When I can’t do work on my phone, that work simply won’t get done.
That’s why we launched Sally in Slack. I’ve been the #1 user of Sally within Gainsight since we launched it internally a couple of months ago. And I’m excited to tell you why I’m so excited about it.
Sally is the Gainsight chatbot—available via Slack mobile app!—that:
Preps me for an onsite client meeting
Tells me who is the CSM for an at-risk account
Gives me the health score for a client that our Chief Revenue Officer mentions during a meeting
Shows me the detailed notes from a previous client meeting that a client references during a call
Here’s just one example of how I used it last week.
I was on my way to an onsite client meeting. I had 20 minutes in the car to refresh my memory of the client. So I opened up Slack on my phone, and messaged @sally. I asked her for “Summary for [the client’s name].” Turns out that the client’s name in our Gainsight instance and Salesforce is slightly different from what I had inputted. So Sally gave me a few options. I clicked the first one, “[client’s name], Inc.”
Sally then showed me the summary of the account, reminding me that this is a low-6-figure account, with a renewal coming up in a few months.
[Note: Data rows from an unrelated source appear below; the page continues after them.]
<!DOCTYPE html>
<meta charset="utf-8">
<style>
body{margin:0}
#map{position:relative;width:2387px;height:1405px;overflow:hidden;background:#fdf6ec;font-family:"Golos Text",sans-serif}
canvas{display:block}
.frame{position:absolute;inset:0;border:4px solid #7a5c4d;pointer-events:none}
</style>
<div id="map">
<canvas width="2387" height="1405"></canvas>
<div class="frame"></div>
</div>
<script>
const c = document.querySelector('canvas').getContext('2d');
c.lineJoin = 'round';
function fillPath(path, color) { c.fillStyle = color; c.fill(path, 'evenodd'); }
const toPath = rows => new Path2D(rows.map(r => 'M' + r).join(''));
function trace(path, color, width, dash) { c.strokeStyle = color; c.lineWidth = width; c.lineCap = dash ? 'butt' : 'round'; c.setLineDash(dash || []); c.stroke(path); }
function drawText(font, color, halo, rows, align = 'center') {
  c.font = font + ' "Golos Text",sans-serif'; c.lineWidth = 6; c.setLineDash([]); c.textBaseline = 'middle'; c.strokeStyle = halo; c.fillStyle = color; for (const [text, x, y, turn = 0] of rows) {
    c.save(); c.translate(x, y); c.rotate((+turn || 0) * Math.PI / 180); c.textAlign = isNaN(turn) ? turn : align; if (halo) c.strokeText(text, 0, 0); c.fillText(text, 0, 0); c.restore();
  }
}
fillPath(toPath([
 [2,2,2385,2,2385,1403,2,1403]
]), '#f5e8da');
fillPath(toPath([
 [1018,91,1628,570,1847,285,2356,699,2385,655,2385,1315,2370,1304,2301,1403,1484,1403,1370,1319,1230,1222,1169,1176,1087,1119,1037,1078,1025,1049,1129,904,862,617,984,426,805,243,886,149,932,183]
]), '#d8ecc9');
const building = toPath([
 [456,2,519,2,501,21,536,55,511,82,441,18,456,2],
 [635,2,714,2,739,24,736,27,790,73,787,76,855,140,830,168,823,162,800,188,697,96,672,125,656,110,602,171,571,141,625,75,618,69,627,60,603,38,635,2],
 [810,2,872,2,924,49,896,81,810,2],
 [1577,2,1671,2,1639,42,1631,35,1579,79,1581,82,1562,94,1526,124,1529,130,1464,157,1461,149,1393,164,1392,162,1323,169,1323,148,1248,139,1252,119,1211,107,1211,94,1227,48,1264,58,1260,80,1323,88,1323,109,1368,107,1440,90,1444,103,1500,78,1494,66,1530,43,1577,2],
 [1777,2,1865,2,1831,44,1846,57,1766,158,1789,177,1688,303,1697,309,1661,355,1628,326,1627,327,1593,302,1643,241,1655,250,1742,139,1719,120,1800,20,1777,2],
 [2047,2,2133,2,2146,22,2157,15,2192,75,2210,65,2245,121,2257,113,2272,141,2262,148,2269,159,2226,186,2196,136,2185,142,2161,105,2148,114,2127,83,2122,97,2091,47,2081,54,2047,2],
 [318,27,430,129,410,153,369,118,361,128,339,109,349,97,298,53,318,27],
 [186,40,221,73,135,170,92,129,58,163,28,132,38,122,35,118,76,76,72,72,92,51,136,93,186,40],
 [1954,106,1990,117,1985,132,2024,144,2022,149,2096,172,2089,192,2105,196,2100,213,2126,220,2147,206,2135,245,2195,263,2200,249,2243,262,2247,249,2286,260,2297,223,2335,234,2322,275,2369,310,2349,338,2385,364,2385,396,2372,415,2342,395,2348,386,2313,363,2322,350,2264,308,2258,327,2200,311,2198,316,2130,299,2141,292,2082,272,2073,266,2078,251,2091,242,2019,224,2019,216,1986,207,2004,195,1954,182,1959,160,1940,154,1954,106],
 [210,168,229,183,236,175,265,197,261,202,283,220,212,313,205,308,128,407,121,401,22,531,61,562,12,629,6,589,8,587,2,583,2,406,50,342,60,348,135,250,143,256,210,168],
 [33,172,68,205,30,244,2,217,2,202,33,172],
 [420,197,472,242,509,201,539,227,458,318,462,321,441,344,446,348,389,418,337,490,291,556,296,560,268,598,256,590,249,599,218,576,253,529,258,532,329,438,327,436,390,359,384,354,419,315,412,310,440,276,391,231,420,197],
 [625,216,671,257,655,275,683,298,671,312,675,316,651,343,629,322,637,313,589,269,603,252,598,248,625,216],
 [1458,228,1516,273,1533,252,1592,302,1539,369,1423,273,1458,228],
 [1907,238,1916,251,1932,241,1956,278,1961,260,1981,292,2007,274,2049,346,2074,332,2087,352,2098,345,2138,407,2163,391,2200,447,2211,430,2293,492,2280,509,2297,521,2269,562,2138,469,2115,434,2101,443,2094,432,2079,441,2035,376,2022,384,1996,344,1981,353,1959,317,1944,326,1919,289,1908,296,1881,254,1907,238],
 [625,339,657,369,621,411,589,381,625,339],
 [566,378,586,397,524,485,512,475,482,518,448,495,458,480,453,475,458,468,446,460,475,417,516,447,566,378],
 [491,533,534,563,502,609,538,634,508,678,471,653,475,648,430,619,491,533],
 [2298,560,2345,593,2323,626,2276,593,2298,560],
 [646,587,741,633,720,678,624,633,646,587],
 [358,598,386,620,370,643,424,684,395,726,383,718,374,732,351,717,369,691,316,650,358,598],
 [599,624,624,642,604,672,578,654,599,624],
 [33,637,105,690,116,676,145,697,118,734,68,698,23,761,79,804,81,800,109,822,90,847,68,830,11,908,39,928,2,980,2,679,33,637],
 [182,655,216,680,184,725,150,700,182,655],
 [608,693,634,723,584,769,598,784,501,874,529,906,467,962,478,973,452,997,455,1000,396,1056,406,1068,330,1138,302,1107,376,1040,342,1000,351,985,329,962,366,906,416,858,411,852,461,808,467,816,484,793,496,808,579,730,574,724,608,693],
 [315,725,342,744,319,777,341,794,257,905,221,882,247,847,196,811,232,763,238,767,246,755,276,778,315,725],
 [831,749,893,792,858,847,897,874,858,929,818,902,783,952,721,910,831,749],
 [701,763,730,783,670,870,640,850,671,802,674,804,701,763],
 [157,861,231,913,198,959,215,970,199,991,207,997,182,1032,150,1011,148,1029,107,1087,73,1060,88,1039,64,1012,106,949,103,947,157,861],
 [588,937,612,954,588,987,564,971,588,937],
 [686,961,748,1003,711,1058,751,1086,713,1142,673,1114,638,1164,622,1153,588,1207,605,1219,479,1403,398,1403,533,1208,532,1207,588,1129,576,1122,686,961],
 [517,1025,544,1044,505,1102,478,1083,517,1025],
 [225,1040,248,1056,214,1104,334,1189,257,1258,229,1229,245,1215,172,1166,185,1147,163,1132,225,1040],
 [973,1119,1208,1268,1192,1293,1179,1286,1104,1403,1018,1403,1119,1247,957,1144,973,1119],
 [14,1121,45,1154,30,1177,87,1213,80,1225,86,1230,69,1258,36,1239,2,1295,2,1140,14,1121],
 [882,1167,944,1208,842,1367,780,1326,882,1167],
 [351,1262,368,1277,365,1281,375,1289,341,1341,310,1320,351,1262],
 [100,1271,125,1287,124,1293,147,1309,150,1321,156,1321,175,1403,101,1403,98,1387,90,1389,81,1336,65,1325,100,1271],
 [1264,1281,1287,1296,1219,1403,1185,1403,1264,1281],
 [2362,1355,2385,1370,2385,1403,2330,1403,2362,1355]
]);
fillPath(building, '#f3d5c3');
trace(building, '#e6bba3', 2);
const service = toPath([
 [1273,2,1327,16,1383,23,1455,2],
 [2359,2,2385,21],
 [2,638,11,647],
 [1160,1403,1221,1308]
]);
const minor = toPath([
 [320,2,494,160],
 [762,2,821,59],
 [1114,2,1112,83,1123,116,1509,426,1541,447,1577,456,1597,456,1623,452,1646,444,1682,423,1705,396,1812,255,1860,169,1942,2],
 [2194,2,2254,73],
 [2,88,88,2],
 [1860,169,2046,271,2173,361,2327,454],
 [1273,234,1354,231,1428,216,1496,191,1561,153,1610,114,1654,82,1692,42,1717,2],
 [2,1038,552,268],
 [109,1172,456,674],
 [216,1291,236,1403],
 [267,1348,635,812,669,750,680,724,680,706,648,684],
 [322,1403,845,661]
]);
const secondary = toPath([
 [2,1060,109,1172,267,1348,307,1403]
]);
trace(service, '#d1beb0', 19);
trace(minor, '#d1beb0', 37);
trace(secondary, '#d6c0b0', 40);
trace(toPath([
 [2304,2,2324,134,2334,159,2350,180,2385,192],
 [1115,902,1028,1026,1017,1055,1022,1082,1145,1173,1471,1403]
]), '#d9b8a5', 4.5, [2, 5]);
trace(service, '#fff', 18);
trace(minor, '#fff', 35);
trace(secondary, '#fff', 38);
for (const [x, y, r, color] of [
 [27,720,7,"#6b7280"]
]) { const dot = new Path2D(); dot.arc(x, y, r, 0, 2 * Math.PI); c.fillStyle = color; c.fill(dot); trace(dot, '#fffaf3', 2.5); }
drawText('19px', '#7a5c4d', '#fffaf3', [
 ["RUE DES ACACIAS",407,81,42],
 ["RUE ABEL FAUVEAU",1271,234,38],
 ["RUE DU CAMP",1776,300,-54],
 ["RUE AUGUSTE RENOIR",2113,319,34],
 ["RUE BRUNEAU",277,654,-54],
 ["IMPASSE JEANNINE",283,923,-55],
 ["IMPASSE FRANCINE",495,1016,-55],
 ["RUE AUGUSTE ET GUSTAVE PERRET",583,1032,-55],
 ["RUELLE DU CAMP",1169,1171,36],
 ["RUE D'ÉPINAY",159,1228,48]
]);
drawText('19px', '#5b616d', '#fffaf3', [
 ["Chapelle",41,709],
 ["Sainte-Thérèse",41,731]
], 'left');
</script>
The overall health score looked good at 80, but I wanted to understand the details. I scrolled down and Sally asks, “Are you interested in these additional details for [client name], Inc.?” and I clicked on the Health Score option.
Turned out that the Habits Scorecard Measure (which is our measure of sticky adoption) was strong, but the Sentiment Score Measure was mediocre. Sentiment reflects NPS results, so I dug into NPS. I was relieved to see that the recent NPS responses were Promoters, but as I clicked “Load Next,” I noticed some Passives. I was glad to be aware of the diversity in perspectives across the people we surveyed at the client.
I then clicked on “Recent Activities” below…
…and I reviewed the CSM Elaine’s notes in Timeline (Gainsight’s note-taking feature) from her recent call with the client.
Good thing I read that! I might have been blindsided by a sensitive topic if I hadn’t seen the Timeline entry.